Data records
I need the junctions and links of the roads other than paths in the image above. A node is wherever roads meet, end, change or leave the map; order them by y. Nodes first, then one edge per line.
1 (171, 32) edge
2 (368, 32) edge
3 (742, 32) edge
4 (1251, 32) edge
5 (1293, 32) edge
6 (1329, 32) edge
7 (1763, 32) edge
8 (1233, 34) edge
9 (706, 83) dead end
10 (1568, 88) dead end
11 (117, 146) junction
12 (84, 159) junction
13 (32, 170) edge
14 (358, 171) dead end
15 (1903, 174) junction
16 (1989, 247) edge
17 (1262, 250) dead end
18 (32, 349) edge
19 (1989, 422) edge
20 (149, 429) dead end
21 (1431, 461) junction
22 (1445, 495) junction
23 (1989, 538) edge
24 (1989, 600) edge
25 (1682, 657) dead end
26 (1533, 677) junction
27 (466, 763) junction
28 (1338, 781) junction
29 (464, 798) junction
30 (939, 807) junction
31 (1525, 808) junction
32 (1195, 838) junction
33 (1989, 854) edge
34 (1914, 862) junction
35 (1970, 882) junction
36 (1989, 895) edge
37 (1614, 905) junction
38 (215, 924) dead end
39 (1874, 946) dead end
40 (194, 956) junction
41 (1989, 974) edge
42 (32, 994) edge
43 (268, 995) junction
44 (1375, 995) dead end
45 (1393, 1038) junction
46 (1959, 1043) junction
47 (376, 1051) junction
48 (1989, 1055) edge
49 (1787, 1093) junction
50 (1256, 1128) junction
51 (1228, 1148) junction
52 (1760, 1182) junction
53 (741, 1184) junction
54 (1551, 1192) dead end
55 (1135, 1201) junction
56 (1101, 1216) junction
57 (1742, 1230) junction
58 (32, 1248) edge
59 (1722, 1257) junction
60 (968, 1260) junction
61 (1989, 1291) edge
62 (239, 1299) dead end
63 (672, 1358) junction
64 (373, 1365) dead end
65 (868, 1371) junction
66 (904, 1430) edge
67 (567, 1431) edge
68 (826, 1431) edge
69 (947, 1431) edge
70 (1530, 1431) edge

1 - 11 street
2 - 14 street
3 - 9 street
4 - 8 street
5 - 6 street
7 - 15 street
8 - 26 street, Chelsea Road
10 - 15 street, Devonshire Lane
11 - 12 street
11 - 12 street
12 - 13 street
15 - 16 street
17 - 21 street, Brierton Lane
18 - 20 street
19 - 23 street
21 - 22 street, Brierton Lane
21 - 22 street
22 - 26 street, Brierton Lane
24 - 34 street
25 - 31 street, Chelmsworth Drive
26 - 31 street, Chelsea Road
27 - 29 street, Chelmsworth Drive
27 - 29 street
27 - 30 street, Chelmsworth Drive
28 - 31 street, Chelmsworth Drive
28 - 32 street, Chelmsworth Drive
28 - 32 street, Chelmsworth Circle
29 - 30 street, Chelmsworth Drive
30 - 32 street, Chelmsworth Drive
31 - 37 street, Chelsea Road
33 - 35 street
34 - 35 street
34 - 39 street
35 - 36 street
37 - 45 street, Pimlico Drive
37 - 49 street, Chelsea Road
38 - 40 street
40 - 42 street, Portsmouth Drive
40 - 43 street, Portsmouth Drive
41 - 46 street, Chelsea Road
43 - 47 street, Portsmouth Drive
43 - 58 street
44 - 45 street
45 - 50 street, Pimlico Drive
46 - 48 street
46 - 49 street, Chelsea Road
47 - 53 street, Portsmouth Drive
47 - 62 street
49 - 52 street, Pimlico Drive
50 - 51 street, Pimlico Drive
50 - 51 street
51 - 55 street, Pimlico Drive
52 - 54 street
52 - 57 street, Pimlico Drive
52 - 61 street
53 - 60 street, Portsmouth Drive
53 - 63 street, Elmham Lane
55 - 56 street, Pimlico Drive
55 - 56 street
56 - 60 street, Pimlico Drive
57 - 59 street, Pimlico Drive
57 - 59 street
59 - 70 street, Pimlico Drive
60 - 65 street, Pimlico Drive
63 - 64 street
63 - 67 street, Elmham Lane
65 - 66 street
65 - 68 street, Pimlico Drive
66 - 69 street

**Your task:** Retype the records above exactly.

**Worked solution:**
I need the junctions and links of the roads other than paths in the image above. A node is wherever roads meet, end, change or leave the map; order them by y. Nodes first, then one edge per line.
1 (171, 32) edge
2 (368, 32) edge
3 (742, 32) edge
4 (1251, 32) edge
5 (1293, 32) edge
6 (1329, 32) edge
7 (1763, 32) edge
8 (1233, 34) edge
9 (706, 83) dead end
10 (1568, 88) dead end
11 (117, 146) junction
12 (84, 159) junction
13 (32, 170) edge
14 (358, 171) dead end
15 (1903, 174) junction
16 (1989, 247) edge
17 (1262, 250) dead end
18 (32, 349) edge
19 (1989, 422) edge
20 (149, 429) dead end
21 (1431, 461) junction
22 (1445, 495) junction
23 (1989, 538) edge
24 (1989, 600) edge
25 (1682, 657) dead end
26 (1533, 677) junction
27 (466, 763) junction
28 (1338, 781) junction
29 (464, 798) junction
30 (939, 807) junction
31 (1525, 808) junction
32 (1195, 838) junction
33 (1989, 854) edge
34 (1914, 862) junction
35 (1970, 882) junction
36 (1989, 895) edge
37 (1614, 905) junction
38 (215, 924) dead end
39 (1874, 946) dead end
40 (194, 956) junction
41 (1989, 974) edge
42 (32, 994) edge
43 (268, 995) junction
44 (1375, 995) dead end
45 (1393, 1038) junction
46 (1959, 1043) junction
47 (376, 1051) junction
48 (1989, 1055) edge
49 (1787, 1093) junction
50 (1256, 1128) junction
51 (1228, 1148) junction
52 (1760, 1182) junction
53 (741, 1184) junction
54 (1551, 1192) dead end
55 (1135, 1201) junction
56 (1101, 1216) junction
57 (1742, 1230) junction
58 (32, 1248) edge
59 (1722, 1257) junction
60 (968, 1260) junction
61 (1989, 1291) edge
62 (239, 1299) dead end
63 (672, 1358) junction
64 (373, 1365) dead end
65 (868, 1371) junction
66 (904, 1430) edge
67 (567, 1431) edge
68 (826, 1431) edge
69 (947, 1431) edge
70 (1530, 1431) edge

1 - 11 street
2 - 14 street
3 - 9 street
4 - 8 street
5 - 6 street
7 - 15 street
8 - 26 street, Chelsea Road
10 - 15 street, Devonshire Lane
11 - 12 street
11 - 12 street
12 - 13 street
15 - 16 street
17 - 21 street, Brierton Lane
18 - 20 street
19 - 23 street
21 - 22 street, Brierton Lane
21 - 22 street
22 - 26 street, Brierton Lane
24 - 34 street
25 - 31 street, Chelmsworth Drive
26 - 31 street, Chelsea Road
27 - 29 street, Chelmsworth Drive
27 - 29 street
27 - 30 street, Chelmsworth Drive
28 - 31 street, Chelmsworth Drive
28 - 32 street, Chelmsworth Drive
28 - 32 street, Chelmsworth Circle
29 - 30 street, Chelmsworth Drive
30 - 32 street, Chelmsworth Drive
31 - 37 street, Chelsea Road
33 - 35 street
34 - 35 street
34 - 39 street
35 - 36 street
37 - 45 street, Pimlico Drive
37 - 49 street, Chelsea Road
38 - 40 street
40 - 42 street, Portsmouth Drive
40 - 43 street, Portsmouth Drive
41 - 46 street, Chelsea Road
43 - 47 street, Portsmouth Drive
43 - 58 street
44 - 45 street
45 - 50 street, Pimlico Drive
46 - 48 street
46 - 49 street, Chelsea Road
47 - 53 street, Portsmouth Drive
47 - 62 street
49 - 52 street, Pimlico Drive
50 - 51 street, Pimlico Drive
50 - 51 street
51 - 55 street, Pimlico Drive
52 - 54 street
52 - 57 street, Pimlico Drive
52 - 61 street
53 - 60 street, Portsmouth Drive
53 - 63 street, Elmham Lane
55 - 56 street, Pimlico Drive
55 - 56 street
56 - 60 street, Pimlico Drive
57 - 59 street, Pimlico Drive
57 - 59 street
59 - 70 street, Pimlico Drive
60 - 65 street, Pimlico Drive
63 - 64 street
63 - 67 street, Elmham Lane
65 - 66 street
65 - 68 street, Pimlico Drive
66 - 69 street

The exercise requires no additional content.